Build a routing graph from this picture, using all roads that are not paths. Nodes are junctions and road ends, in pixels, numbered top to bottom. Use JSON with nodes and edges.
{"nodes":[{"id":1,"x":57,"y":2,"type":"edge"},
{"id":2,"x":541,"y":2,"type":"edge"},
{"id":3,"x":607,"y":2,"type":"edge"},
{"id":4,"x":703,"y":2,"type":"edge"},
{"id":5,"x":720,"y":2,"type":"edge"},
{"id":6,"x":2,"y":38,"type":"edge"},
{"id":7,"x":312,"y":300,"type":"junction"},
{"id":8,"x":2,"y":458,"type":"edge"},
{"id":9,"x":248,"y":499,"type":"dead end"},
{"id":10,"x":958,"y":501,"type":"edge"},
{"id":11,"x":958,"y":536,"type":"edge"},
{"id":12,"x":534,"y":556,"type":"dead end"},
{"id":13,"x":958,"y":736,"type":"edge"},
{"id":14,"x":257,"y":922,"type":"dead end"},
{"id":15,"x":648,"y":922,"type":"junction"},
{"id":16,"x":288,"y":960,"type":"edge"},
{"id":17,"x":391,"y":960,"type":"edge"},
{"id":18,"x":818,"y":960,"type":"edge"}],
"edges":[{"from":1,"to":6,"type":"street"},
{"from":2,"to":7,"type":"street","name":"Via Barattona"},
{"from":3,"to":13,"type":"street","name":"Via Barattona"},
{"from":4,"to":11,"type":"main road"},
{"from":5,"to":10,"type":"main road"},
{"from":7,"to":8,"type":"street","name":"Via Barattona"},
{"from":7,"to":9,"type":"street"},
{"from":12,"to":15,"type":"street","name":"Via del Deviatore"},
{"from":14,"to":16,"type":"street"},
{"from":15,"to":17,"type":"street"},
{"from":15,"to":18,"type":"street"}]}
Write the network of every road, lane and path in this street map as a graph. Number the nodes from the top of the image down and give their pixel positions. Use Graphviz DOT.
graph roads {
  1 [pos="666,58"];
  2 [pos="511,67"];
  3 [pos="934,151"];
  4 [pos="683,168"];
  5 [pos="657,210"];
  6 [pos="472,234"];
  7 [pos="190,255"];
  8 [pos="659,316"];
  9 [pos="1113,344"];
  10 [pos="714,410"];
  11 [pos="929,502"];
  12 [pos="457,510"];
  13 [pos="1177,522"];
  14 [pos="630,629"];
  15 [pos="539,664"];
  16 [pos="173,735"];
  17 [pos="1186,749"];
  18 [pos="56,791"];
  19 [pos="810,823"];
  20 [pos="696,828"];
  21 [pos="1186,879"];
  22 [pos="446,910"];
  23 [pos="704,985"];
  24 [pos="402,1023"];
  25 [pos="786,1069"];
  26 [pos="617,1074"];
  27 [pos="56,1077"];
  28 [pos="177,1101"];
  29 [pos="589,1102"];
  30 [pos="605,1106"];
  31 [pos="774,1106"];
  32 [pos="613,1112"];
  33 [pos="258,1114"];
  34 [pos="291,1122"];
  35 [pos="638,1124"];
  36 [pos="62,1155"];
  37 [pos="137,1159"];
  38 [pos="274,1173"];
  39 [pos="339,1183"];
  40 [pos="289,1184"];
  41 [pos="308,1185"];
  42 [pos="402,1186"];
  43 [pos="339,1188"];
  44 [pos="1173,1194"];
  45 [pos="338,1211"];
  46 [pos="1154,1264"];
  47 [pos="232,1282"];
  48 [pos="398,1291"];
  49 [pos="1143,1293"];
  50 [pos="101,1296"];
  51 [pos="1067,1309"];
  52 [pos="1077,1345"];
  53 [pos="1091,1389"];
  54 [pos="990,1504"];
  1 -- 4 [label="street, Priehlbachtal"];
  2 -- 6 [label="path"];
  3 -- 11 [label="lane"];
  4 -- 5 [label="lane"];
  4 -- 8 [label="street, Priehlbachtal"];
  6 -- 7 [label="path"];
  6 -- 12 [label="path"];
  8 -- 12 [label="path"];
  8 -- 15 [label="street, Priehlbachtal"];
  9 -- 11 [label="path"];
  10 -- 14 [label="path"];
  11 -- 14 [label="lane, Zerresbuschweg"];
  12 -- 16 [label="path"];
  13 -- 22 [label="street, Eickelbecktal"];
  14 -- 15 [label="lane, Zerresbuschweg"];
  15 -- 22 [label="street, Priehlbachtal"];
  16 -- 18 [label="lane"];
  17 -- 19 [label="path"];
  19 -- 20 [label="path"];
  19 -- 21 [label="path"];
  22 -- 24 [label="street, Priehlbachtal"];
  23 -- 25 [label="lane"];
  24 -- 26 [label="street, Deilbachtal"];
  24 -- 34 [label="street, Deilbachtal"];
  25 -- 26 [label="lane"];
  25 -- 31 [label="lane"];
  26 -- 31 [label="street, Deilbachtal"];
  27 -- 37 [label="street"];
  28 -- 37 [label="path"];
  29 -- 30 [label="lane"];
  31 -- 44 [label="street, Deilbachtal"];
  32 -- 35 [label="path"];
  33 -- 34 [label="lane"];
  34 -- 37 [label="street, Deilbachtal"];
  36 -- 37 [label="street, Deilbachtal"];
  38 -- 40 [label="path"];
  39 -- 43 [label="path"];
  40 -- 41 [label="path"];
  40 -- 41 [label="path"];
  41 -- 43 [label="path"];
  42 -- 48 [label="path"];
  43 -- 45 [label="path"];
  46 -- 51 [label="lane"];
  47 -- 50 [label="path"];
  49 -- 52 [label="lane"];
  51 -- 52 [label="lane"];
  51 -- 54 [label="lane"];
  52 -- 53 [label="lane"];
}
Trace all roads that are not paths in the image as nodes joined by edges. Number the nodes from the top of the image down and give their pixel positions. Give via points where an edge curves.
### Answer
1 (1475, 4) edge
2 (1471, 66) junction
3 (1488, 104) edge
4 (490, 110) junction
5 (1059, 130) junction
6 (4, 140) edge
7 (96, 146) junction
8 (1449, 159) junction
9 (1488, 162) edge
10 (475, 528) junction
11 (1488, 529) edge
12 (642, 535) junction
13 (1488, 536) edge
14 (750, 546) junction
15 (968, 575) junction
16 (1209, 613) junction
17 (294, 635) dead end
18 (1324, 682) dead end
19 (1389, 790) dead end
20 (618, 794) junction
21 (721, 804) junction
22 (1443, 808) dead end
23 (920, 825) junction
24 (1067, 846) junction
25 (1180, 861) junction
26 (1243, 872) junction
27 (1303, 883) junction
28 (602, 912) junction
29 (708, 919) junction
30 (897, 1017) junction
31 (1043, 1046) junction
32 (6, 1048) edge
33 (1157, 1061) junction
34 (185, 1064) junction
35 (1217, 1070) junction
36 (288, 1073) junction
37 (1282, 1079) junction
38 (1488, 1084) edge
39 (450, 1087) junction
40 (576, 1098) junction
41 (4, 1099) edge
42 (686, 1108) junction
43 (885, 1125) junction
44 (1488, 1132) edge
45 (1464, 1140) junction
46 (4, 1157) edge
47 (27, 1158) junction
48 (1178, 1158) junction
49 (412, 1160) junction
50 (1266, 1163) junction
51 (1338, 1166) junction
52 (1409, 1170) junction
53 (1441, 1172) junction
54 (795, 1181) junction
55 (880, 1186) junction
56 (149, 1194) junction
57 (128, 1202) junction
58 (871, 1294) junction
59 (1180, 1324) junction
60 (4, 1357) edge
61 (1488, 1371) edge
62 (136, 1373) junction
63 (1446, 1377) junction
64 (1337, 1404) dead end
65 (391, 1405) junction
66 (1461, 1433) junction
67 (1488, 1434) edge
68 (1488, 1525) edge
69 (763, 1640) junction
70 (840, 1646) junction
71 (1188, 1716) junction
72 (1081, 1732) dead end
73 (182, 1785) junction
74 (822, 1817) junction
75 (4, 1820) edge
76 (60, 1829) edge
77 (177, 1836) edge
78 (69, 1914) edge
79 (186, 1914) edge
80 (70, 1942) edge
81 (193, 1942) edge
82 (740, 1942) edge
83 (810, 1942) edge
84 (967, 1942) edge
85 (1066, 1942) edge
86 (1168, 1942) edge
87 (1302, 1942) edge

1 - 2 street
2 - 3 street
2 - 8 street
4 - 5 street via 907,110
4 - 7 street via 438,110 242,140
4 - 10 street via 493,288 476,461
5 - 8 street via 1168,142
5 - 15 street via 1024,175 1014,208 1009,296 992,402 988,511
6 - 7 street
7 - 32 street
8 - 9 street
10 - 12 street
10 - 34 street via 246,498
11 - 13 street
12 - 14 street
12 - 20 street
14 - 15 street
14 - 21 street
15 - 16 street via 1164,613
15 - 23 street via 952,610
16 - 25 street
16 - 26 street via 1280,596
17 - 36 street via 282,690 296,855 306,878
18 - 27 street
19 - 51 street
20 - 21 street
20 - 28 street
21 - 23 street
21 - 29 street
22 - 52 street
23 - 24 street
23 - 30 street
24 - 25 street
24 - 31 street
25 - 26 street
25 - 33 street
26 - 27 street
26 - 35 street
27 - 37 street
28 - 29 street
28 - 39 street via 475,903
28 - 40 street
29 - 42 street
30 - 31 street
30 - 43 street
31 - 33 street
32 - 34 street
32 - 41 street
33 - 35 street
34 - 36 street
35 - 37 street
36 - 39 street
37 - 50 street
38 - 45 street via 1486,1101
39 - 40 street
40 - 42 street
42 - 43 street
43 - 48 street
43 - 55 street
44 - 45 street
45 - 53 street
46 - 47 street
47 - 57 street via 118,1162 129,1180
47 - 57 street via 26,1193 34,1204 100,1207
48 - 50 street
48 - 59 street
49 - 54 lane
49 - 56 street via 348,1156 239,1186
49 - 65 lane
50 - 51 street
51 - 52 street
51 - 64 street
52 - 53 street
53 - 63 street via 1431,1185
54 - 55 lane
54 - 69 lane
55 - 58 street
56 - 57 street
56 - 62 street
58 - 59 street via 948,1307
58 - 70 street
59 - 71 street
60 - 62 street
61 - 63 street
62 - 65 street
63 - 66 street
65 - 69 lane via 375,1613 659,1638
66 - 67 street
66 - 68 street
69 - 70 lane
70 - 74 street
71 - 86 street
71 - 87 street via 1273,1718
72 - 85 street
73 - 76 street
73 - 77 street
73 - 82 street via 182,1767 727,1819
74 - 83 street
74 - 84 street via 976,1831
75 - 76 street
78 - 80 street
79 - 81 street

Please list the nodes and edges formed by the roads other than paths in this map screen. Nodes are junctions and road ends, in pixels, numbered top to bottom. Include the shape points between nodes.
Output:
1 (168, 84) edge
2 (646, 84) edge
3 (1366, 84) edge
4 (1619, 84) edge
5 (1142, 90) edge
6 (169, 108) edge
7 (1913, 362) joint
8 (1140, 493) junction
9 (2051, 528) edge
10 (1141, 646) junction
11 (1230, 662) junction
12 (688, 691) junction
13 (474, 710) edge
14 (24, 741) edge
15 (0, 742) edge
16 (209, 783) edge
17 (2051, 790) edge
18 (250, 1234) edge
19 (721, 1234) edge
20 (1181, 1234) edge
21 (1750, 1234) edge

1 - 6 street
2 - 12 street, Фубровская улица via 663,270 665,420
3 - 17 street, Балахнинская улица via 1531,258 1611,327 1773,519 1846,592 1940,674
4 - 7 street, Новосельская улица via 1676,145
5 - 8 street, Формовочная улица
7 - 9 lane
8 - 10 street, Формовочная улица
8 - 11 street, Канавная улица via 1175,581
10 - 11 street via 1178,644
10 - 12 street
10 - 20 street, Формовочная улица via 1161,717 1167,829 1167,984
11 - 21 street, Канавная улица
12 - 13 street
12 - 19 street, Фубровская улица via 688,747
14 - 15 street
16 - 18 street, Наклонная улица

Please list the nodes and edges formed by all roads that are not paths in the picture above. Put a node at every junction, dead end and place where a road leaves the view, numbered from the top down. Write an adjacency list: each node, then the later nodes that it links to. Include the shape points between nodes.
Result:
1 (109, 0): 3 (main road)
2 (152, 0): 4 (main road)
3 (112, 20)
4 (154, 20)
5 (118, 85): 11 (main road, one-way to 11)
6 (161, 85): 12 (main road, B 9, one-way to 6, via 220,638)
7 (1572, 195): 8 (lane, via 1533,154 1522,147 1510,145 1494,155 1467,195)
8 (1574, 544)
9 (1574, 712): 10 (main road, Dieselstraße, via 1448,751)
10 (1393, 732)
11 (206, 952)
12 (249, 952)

■ **PROBLEM**: Search the material above for the word "numbered", then copy out each line that has it.

■ **ANSWER AREA**:
Build a routing graph from this picture, using all roads that are not paths. Nodes are junctions and road ends, in pixels, numbered top to bottom. Use JSON with nodes and edges.
Please list the nodes and edges formed by the roads other than paths in this map screen. Nodes are junctions and road ends, in pixels, numbered top to bottom. Include the shape points between nodes.
Please list the nodes and edges formed by all roads that are not paths in the picture above. Put a node at every junction, dead end and place where a road leaves the view, numbered from the top down. Write an adjacency list: each node, then the later nodes that it links to. Include the shape points between nodes.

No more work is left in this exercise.